GSA Annual Meeting in Indianapolis, Indiana, USA - 2018

Paper No. 120-6
Presentation Time: 9:00 AM-6:30 PM

EVIDENCE OF TOPOGRAPHIC STEERING OF WINDS IN A SMALL, COASTAL BLOWOUT, SOUTHEAST QUEENSLAND – APPLICATIONS OF GPR AND PALAEOCLIMATE


GONTZ, Allen, Department of Geological Sciences, San Diego State University, 5500 Campanile Dr., San Diego, CA 92182, ELLERTON, Daniel, School of Earth and Environmental Science, University of Queensland, St Lucia, Brisbane, 4072, Australia and MIOT DA SILVA, Graziela, School of the Environment, Flinders University, Sturt Rd, South Australia, Bedford Park, 5042, Australia

Great Sandy National Park is located in coastal southeast Queensland, Australia.
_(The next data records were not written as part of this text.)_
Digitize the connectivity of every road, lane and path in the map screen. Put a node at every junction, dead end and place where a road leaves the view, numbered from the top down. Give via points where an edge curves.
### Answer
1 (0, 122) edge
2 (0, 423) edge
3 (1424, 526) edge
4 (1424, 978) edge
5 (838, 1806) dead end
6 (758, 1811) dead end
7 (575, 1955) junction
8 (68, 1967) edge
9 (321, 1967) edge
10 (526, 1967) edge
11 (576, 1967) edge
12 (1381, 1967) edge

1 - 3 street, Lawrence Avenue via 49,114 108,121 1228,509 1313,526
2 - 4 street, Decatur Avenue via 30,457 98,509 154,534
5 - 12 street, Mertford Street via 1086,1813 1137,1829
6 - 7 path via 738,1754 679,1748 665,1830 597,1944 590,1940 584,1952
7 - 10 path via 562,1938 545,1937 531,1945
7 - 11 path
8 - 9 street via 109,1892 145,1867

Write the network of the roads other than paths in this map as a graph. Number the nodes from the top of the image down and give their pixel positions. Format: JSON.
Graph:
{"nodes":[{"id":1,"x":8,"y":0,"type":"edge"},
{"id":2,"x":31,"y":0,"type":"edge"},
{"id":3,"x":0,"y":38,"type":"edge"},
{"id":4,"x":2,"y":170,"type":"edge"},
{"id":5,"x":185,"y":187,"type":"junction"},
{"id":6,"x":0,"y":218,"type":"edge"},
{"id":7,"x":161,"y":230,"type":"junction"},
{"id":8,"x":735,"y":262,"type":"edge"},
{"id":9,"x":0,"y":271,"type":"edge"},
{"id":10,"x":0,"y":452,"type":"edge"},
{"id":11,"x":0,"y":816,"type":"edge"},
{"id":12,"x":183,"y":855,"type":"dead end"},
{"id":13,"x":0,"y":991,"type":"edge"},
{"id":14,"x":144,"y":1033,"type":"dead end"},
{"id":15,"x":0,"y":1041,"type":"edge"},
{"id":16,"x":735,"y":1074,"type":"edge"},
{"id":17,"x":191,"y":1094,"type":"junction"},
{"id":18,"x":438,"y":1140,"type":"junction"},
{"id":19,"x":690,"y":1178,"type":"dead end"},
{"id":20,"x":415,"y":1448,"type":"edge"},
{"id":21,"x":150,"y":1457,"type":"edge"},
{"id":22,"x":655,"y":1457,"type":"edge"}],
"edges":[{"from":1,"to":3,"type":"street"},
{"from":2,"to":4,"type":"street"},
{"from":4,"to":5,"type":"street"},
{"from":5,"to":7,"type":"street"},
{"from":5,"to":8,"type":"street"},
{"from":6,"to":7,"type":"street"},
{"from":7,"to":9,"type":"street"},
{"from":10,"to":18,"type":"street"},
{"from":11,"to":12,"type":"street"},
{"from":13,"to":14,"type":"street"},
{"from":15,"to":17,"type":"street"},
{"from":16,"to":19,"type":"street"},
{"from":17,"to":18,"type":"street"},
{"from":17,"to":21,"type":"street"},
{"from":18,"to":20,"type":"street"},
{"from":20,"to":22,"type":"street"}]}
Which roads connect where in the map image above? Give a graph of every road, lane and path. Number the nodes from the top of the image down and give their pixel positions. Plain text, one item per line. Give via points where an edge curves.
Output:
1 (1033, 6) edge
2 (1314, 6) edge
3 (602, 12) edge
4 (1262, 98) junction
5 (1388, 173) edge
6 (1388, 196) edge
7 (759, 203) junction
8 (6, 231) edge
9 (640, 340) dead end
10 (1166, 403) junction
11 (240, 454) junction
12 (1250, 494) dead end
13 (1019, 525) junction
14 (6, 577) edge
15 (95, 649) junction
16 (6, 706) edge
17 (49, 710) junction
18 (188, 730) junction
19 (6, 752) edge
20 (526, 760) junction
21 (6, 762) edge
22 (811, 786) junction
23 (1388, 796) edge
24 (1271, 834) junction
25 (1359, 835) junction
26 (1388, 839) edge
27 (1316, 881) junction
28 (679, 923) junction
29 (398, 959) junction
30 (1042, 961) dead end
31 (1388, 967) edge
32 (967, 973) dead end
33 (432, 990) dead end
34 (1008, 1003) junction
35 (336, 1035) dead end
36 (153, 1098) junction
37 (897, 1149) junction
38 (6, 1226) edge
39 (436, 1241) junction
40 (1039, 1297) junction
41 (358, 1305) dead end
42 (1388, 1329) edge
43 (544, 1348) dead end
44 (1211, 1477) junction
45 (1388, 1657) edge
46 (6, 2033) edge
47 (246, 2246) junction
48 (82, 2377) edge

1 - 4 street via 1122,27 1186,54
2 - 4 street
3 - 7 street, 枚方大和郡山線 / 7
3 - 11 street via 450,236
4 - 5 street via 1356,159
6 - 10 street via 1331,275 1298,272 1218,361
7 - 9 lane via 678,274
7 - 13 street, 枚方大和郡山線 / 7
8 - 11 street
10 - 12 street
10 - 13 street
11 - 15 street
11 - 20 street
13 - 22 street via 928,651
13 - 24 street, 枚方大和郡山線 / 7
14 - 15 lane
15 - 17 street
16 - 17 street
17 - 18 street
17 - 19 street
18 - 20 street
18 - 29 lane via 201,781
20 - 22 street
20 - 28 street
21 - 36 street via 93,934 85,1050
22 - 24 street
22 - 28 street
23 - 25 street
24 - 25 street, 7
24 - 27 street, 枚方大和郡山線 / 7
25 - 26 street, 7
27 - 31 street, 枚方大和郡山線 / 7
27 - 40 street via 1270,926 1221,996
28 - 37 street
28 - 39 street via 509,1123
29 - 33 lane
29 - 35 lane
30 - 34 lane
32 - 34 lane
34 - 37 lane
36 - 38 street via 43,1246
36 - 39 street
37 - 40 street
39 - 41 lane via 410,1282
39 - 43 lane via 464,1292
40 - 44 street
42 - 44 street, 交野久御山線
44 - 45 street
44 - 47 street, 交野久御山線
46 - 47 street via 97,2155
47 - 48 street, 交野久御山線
The area is home to the world’s largest sand island, Fraser Island, and large mainland sand masses. The massive, complex dune fields are presently stabilized by vegetation. However, previous work suggests that the dune field has had periods of activity and dune building over the past million years when the entire region was active with respect to aeolian processes.

Various sizes and forms of blowout structures provide areas of active aeolian processes within the stabilized dune fields. On the Cooloola Sand Mass, two coastal, cliff-top blowouts exist. The Little Blow is at the northern terminus of the large, stabilized aeolian dune field and in close proximity to the town of Rainbow Beach. The northwest migration of the blowout crest is threatening town infrastructure and private property with burial.

A detailed ground penetrating radar and remote sensing campaign was mounted to understand how the blowout has evolved over time and establish the degree of threat to the town. The results show present migrations rates of ~1 m/yr to the northwest. However, GPR imagery of the subsurface architecture indicates that potential wind direction has changed significantly over time. Orientation of reflections related the depositonal lobe slipfaces suggest that the wind direction has changed from north to north-northwest to northwest. Correlation with climate records from the area as well as examination of other features throughout the Cooloola Sand Mass and adjacent Fraser Island do not indicate a similar shift in wind direction. As the deposional lobe is as the northern terminus of the field, we attribute the observed change in the depositonal lobe as an influence of local conditions on the wind field, primarily through topographic steering.